Many investors invested in financial institutions and other corporations only to discover that the corporation is unable to manage investments, the return on their investments, and the ongoing worth (asset value) of investments made. How much money must investors lose, before they wake up to the fact that no corporation today is able to plan and manage investments to ensure a positive return, is able to plan the capital worth of each investment, or is able to manage the changing on-going worth of capital investments as part of routine business management. As we saw, reductions in capital worth come to light only when there is an attempt to sell or dispose of the asset. Then, suddenly there are large capital write-downs and losses for investors.

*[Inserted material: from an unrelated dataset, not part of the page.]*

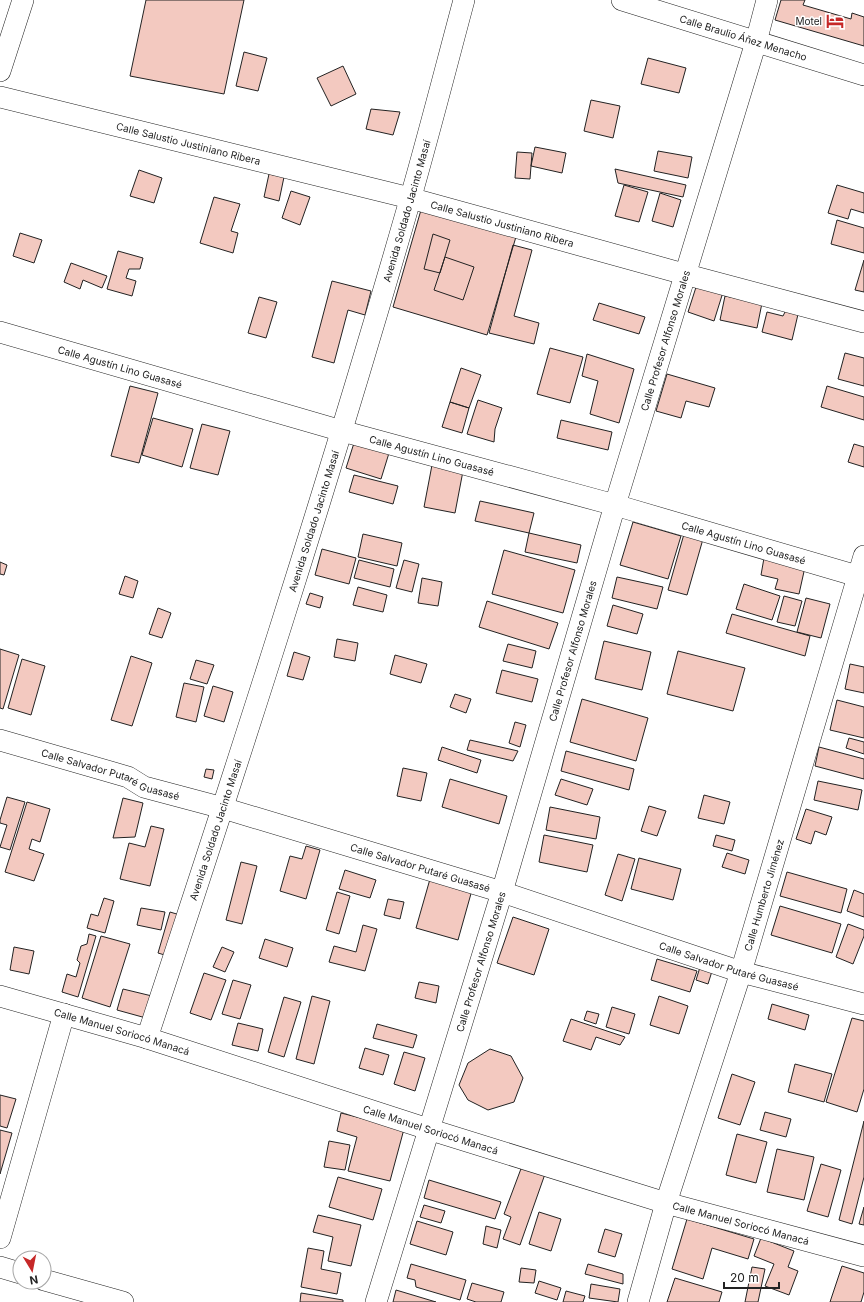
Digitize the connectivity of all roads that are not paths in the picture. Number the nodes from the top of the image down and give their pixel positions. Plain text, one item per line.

The 20th century corporation is not organized to manage investments

You likely invest in corporations. As an investor, you try to identify precisely how you are to gain a return on your investment and have some idea of what that return should be. Do you realize that the corporations that you invest in have no way to do the same when they use the money you have invested?

20th century management does not provides a business structure or other framework to manage investments, specific capital solutions acquired or developed, solution investment costs, the worth of capital solutions, solution amortization in performance costs as solution worth declines, the value-added to the business over the solution life, or the worth of the solution to be sold or disposed of after its life with the corporation.

Corporations are not organized to manage investments, so corporations do not have a fundamentally strong means to plan and manage the return on their investments, from initiation through to measuring the return. So corporations rarely really invest, they either spend or speculate. The only way to plan and manage return on investments is to plan and manage the added-value to results produced attributed to the investment.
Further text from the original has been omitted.